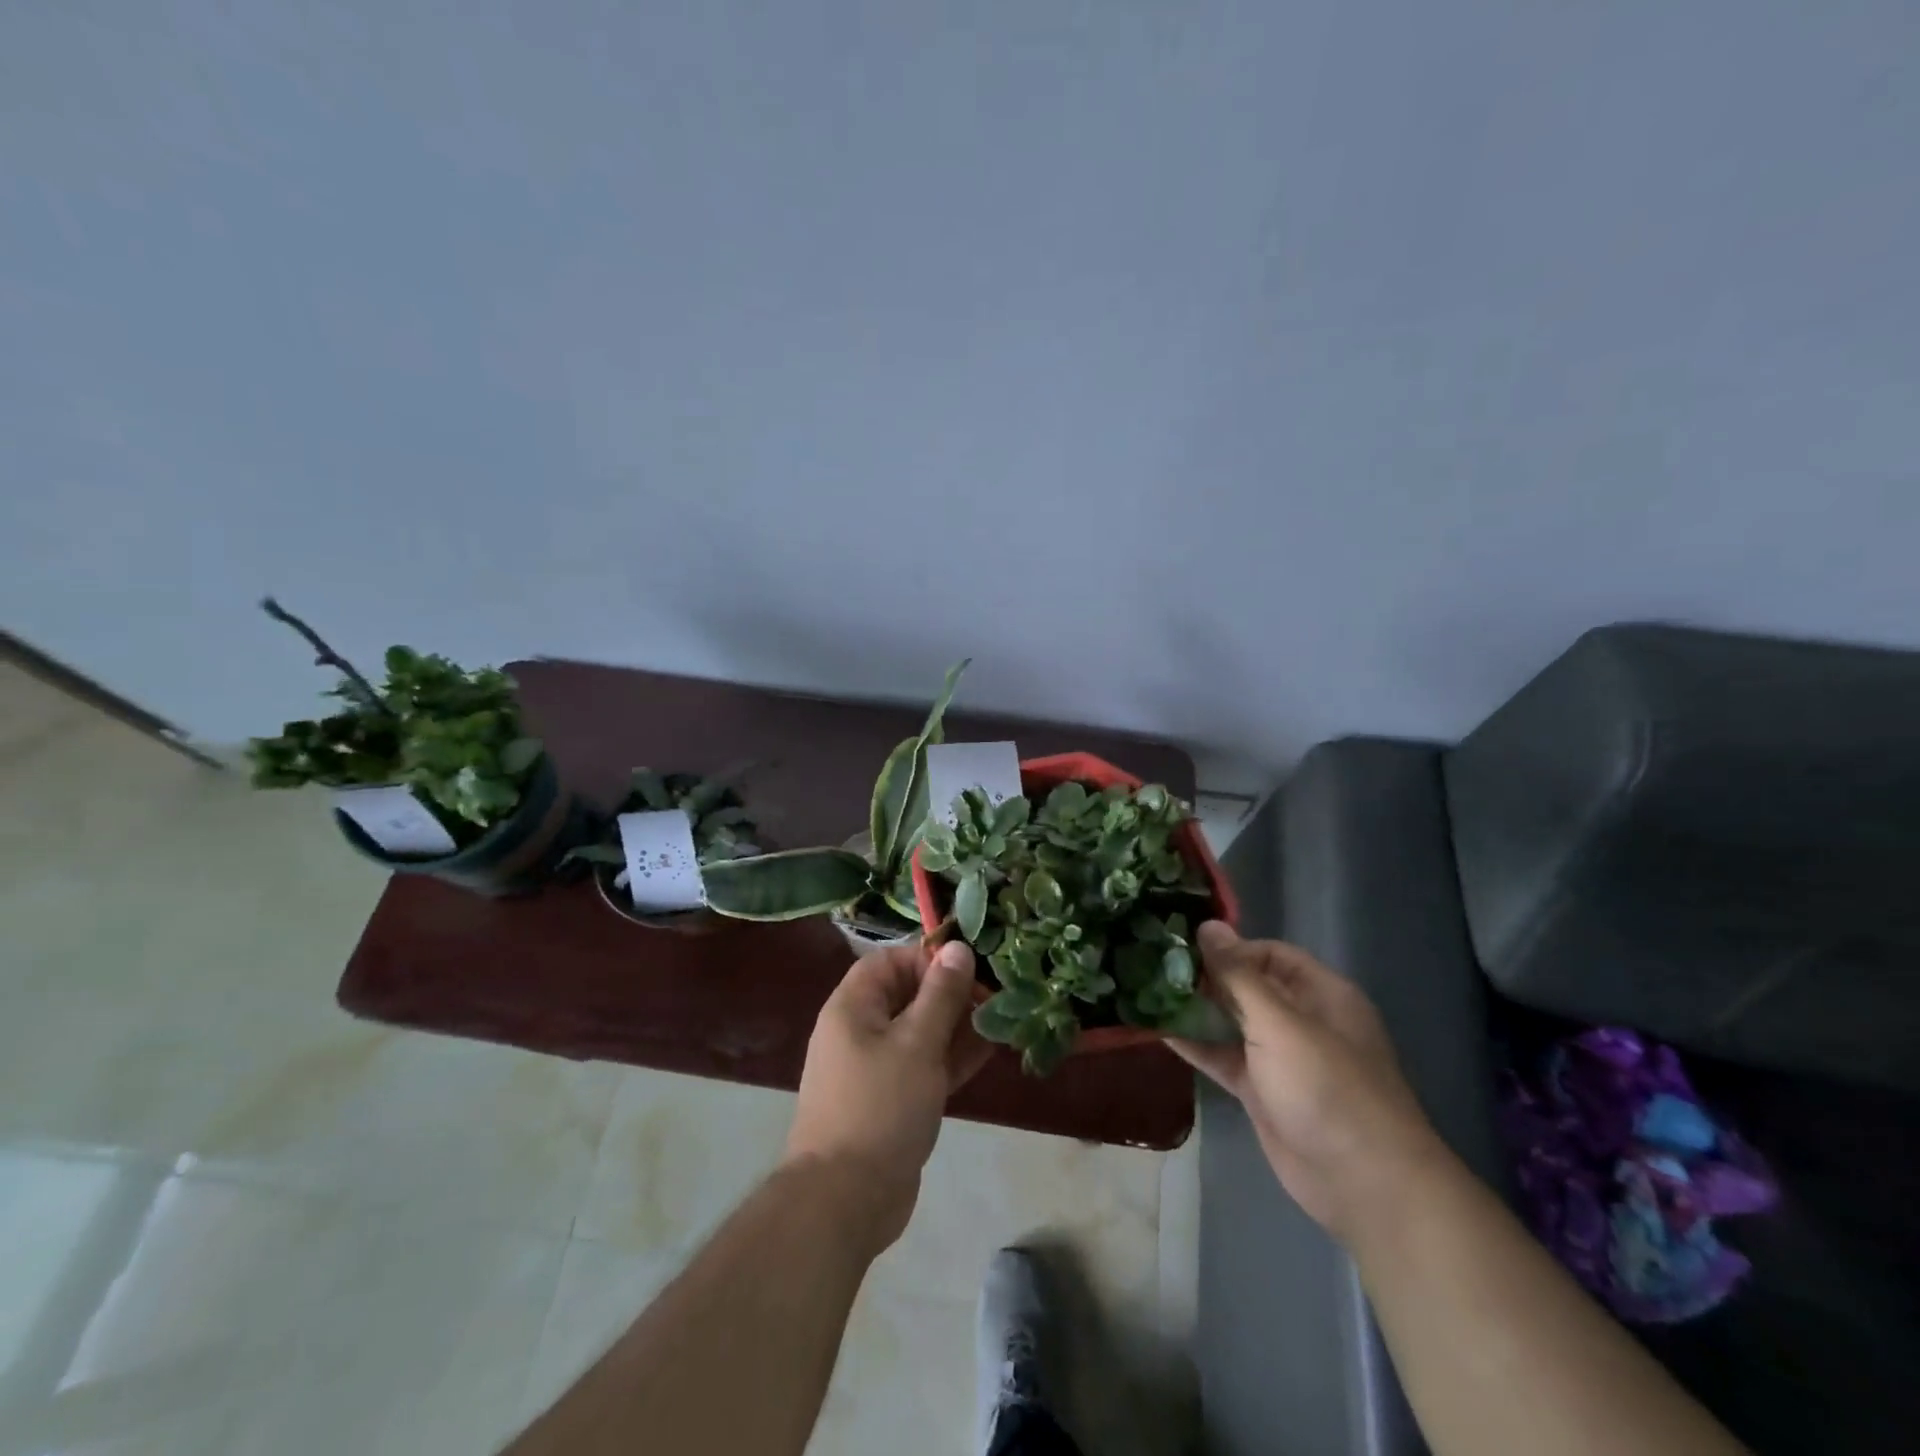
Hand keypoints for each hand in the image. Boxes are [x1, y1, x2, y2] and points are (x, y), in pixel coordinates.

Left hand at [783, 939, 992, 1252]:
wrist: (845, 1199)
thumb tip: (959, 948)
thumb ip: (941, 995)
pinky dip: (952, 1057)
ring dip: (958, 1026)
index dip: (927, 960)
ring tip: (1002, 1021)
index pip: (890, 961)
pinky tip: (989, 1051)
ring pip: (921, 1032)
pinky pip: (924, 1065)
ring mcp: (876, 1067)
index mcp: (853, 1007)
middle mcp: (860, 1030)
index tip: (968, 970)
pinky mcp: (892, 1099)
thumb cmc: (879, 1106)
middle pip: (908, 995)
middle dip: (951, 994)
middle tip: (996, 997)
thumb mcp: (916, 1043)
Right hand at [1169, 922, 1443, 1243]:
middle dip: (1206, 975)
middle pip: (1247, 985)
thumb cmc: (1327, 1088)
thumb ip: (1239, 975)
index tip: (1185, 948)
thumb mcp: (1280, 1023)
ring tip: (1148, 990)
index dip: (1230, 948)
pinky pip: (1223, 1056)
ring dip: (1195, 1008)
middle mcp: (1300, 1018)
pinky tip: (1157, 1029)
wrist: (1362, 1184)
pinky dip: (1195, 1044)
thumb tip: (1207, 926)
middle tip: (1156, 964)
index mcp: (1320, 993)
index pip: (1269, 953)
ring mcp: (1280, 1056)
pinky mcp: (1261, 1089)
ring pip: (1231, 1021)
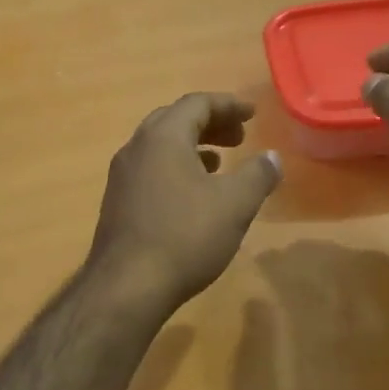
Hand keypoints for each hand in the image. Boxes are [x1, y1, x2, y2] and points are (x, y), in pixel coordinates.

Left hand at [87, 93, 281, 310]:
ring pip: (160, 147)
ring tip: (219, 163)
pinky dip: (175, 169)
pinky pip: (150, 170)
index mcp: (163, 137)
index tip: (252, 114)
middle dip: (210, 123)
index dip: (228, 105)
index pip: (196, 103)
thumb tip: (272, 157)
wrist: (127, 286)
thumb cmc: (185, 236)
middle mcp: (136, 148)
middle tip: (239, 137)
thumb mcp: (234, 204)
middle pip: (175, 120)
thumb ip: (258, 175)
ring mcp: (121, 176)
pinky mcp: (117, 202)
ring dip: (192, 147)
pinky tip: (192, 195)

- **Exercise**:
The line holding "pinky dip: (952, 1057)" starts the copy and the line holding "pinky dip: (175, 169)" ends it. Repeat those two lines above and all between them exactly, leaving out pictures.

- **Result for this task**:
pinky dip: (952, 1057)
ring dip: (958, 1026)
index dip: (927, 960)
ring tip: (1002, 1021)
index pip: (890, 961)
pinky tip: (989, 1051)
ring pip: (921, 1032)
pinky pip: (924, 1065)
ring mcp: (876, 1067)
index mcp: (853, 1007)
middle mcp: (860, 1030)
index tip: (968, 970)
pinky mcp: (892, 1099)
thumb cmc: (879, 1106)
middle pip: (908, 995)
middle dip: (951, 994)
middle tip: (996, 997)
thumb mcp: (916, 1043)
Right hand at [1169, 922, 1443, 1243]:
middle dip: (1206, 975)
middle pip: (1247, 985)
thumb cmc: (1327, 1088)
thumb ip: (1239, 975)
index tip: (1185, 948)
thumb mcp: (1280, 1023)
ring tip: (1148, 990)
index dip: (1230, 948)
pinky pip: (1223, 1056)
ring dip: (1195, 1008)
middle mcp: (1300, 1018)
pinky tip: (1157, 1029)
wrist: (1362, 1184)
pinky dip: (1195, 1044)
thumb tip: (1207, 926)
middle tip: (1156, 964)
index mcp: (1320, 993)
index pip: (1269, 953)
ring mcp: (1280, 1056)
pinky mcp: (1261, 1089)
ring pip: (1231, 1021)
Hand keypoints for each hand in the image. Boxes are [x1, y1, x2, y2] and points are (x, y), in pixel coordinates.

Left hand at [87, 93, 281, 310]:
ring pip: (160, 147)
ring tip: (219, 163)
pinky dip: (175, 169)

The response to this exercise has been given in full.